Rationalize the denominator: ##\sqrt{\dfrac{1}{2x^3y^5}}##

[RChristenk]

Homework Statement

Rationalize the denominator: $\sqrt{\dfrac{1}{2x^3y^5}}$

Relevant Equations

Operations involving radicals

$\sqrt{\dfrac{1}{2x^3y^5}}=\dfrac{1}{\sqrt{2\cdot x^2 \cdot x \cdot y^2 \cdot y^2 \cdot y}}=\dfrac{1}{|x|\cdot |y|\cdot |y| \cdot \sqrt{2xy}}=\dfrac{1}{|x|y^2\sqrt{2xy}}$

$\Rightarrow \dfrac{1}{|x|y^2\sqrt{2xy}} \cdot \dfrac{\sqrt{2xy}}{\sqrt{2xy}}=\dfrac{\sqrt{2xy}}{|x|y^2 \cdot 2xy}=\dfrac{\sqrt{2xy}}{2|x|xy^3}$

But the solution is given as $\sqrt{\dfrac{1}{2x^3y^5}}=\dfrac{1}{xy^2\sqrt{2xy}}\cdot \dfrac{\sqrt{2xy}}{\sqrt{2xy}}=\dfrac{\sqrt{2xy}}{2x^2y^3}$ without any consideration for the absolute value. But the definition is $\sqrt{x^2}=|x|$, so I'm not understanding why the book solution ignores this.

 

[fresh_42]

The original expression is positive, so there is no way to end up with negative values. If so, then it should be $|y^3|$.

 

[Mark44]

I'm not understanding why the book solution ignores this.

Are there assumptions in the problem that you don't show?

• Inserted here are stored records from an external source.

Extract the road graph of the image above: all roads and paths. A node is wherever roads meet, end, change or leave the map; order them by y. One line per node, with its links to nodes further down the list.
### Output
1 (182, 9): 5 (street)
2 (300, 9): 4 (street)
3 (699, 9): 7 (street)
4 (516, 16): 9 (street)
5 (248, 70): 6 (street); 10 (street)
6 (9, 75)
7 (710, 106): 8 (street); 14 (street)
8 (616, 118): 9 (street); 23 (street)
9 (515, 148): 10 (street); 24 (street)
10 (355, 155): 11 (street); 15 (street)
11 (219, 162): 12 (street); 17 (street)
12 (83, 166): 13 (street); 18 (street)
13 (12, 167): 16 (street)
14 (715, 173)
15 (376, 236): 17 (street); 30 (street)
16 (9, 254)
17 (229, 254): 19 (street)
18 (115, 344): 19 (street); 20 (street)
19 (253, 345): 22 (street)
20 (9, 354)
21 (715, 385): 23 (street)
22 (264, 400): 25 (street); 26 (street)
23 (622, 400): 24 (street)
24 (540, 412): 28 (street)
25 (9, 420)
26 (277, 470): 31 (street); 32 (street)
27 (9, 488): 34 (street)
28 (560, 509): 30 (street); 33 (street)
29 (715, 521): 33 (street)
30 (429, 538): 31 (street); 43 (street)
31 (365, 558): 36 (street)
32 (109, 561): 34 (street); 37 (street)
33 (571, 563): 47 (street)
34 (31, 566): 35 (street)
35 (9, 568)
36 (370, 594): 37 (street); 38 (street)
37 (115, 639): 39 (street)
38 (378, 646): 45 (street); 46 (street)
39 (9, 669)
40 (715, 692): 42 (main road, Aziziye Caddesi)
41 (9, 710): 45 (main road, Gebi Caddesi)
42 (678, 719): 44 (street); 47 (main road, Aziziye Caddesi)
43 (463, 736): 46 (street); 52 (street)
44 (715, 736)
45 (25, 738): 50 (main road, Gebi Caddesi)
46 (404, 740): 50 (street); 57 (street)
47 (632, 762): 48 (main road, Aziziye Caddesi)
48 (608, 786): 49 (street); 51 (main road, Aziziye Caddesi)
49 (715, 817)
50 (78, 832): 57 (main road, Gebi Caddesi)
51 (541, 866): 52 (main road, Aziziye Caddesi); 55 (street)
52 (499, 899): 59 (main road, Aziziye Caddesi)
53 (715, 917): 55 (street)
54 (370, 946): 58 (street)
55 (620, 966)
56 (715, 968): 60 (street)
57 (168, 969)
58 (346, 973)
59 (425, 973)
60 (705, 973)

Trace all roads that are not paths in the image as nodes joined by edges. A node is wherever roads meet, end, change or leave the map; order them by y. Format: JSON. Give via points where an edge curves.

IOW, are the variables x and y assumed to be nonnegative?

 

[RChristenk]

Are there assumptions in the problem that you don't show? IOW, are the variables x and y assumed to be nonnegative?

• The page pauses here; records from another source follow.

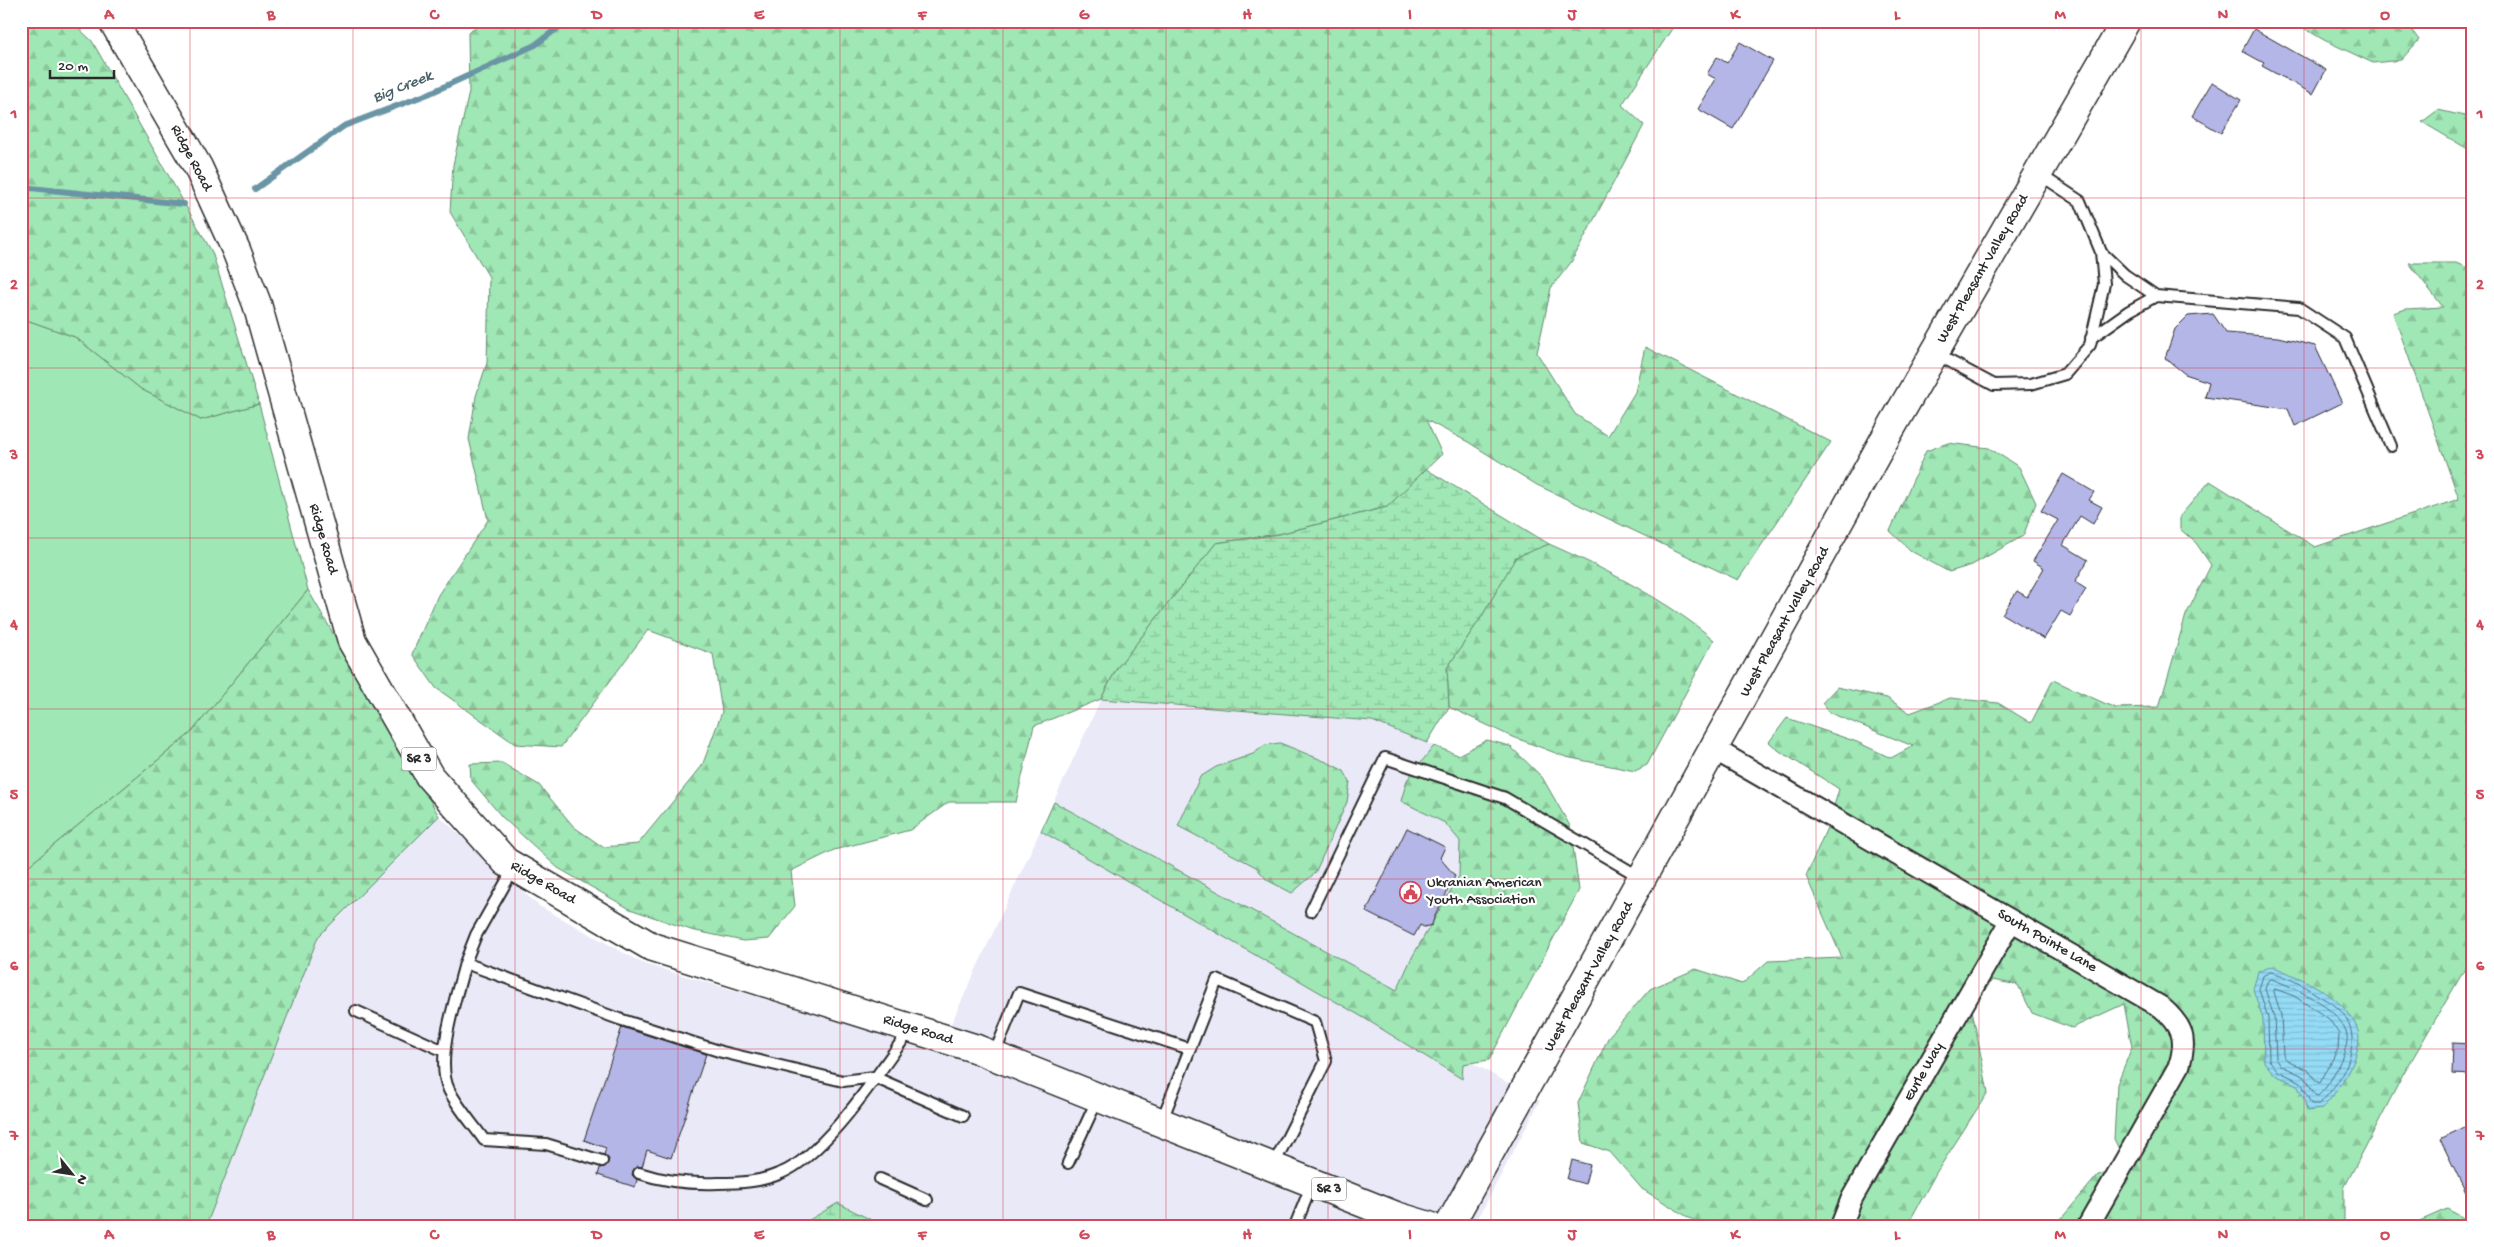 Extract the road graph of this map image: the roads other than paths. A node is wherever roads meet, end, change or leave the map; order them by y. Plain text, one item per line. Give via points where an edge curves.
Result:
1 (113, 21) edge
2 (2126, 21) edge
3 (2038, 173) junction
4 (2101, 252) junction
5 (2156, 296) junction
6 (2091, 338) junction
7 (1934, 354) junction
8 (2391, 446) dead end
9 (1714, 749) junction
10 (515, 867) junction
11 (1643, 878) junction
12 (1311, 910) dead end
13 (2012, 921) junction
14 (465, 963) junction
15 (356, 1011) dead end
16 (912, 1028) junction
17 (1190, 1049) junction
18 (444, 1051) junction
19 (994, 1056) junction
20 (874, 1077) junction
21 (1098, 1097) junction
22 (963, 1116) dead end
23 (1161, 1122) junction
24 (602, 1161) dead end
25 (1068, 1163) dead end
26 (1273, 1167) junction
27 (639, 1173) dead end
28 (880, 1179) dead end
29 (1312, 1183) junction
30 (927, 1200) dead end
31 (1295, 1226) edge
32 (1429, 1226) edge
33 (1449, 1226) edge
34 (1841, 1226) edge
35 (2088, 1226) edge

1 - 10 main road, Ridge Road / SR 3 via 198,167 236,250 256,304 352,641 430,777 506,862
2 - 3 main road, West Pleasant Valley Road
3 - 4 lane via 2080,201
3 - 7 main road, West Pleasant Valley Road
4 - 5 lane via 2125,275
4 - 6 lane via 2104,284
5 - 6 lane
5 - 8 lane via 2299,308 2345,338
6 - 7 lane via 2090,345 2065,374 2031,384 1994,385
7 - 9 main road, West Pleasant Valley Road
9 - 11 main road, West Pleasant Valley Road
9 - 13 street, South Pointe Lane
10 - 14 lane via 473,941
10 - 16 main road, Ridge Road / SR 3 via 652,947
11 - 12 lane via 1505,798 1385,758
11 - 33 main road, West Pleasant Valley Road
13 - 34 street, Eurle Way via 1852,1198
13 - 35 street, South Pointe Lane via 2161,1007 2174,1018 2182,1034 2184,1050 2179,1066
14 - 18 lane
14 - 20 lane via 722,1052 843,1081
15 - 18 lane
16 - 19 main road, Ridge Road / SR 3
16 - 20 lane
17 - 19 lane via 1020,993
17 - 23 lane
17 - 26 lane via 1218,980 1315,1022 1326,1061
18 - 24 lane via 448,1089 484,1140 546,1144
19 - 21 main road, Ridge Road / SR 3
20 - 22 lane
20 - 27 lane via 820,1145 783,1173 750,1182 689,1184 663,1181
21 - 23 main road, Ridge Road / SR 3
21 - 25 lane
23 - 26 main road, Ridge Road / SR 3
26 - 29 main road, Ridge Road / SR 3
28 - 30 lane
29 - 31 lane
29 - 32 main road, Ridge Road / SR 3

Nope. But if $x,y$ can be negative, would this be correct: $\dfrac{1}{|x||y^2|\sqrt{2xy}}\cdot \dfrac{\sqrt{2xy}}{\sqrt{2xy}}=\dfrac{\sqrt{2xy}}{2x|x||y^2|y}$.

Is there a way to simplify $2x|x||y^2|y$?

 

[FactChecker]

Nope. But if $x,y$ can be negative, would this be correct: $\dfrac{1}{|x||y^2|\sqrt{2xy}}\cdot \dfrac{\sqrt{2xy}}{\sqrt{2xy}}=\dfrac{\sqrt{2xy}}{2x|x||y^2|y}$.

No, because your final answer would be negative if exactly one of x or y were negative. The original fraction is always positive.

Is there a way to simplify $2x|x||y^2|y$?

That denominator should be $2 x^2 |y^3|$, which is always positive.

 

[RChristenk]

No, because your final answer would be negative if exactly one of x or y were negative. The original fraction is always positive.

That denominator should be $2 x^2 |y^3|$, which is always positive.

Why is the original fraction always positive? I'm confused because by definition $\sqrt{x^2}=|x|$. So $x$ itself could be a negative number.

Hence in $\sqrt{\dfrac{1}{2x^3y^5}}$, $x,y$ could be negative and since it's to the third and fifth power respectively, stay negative. Thanks.

 

[FactChecker]

Why is the original fraction always positive? I'm confused because by definition $\sqrt{x^2}=|x|$. So $x$ itself could be a negative number.

Hence in $\sqrt{\dfrac{1}{2x^3y^5}}$, $x,y$ could be negative and since it's to the third and fifth power respectively, stay negative. Thanks.

I'm sorry. I misstated. $\sqrt {\frac {1}{2x^3y^5}}$ should always be positive, when it is defined. (I am assuming that your class does not deal with complex roots of negative numbers.) That is how the $\sqrt {\ \ \ }$ symbol is defined.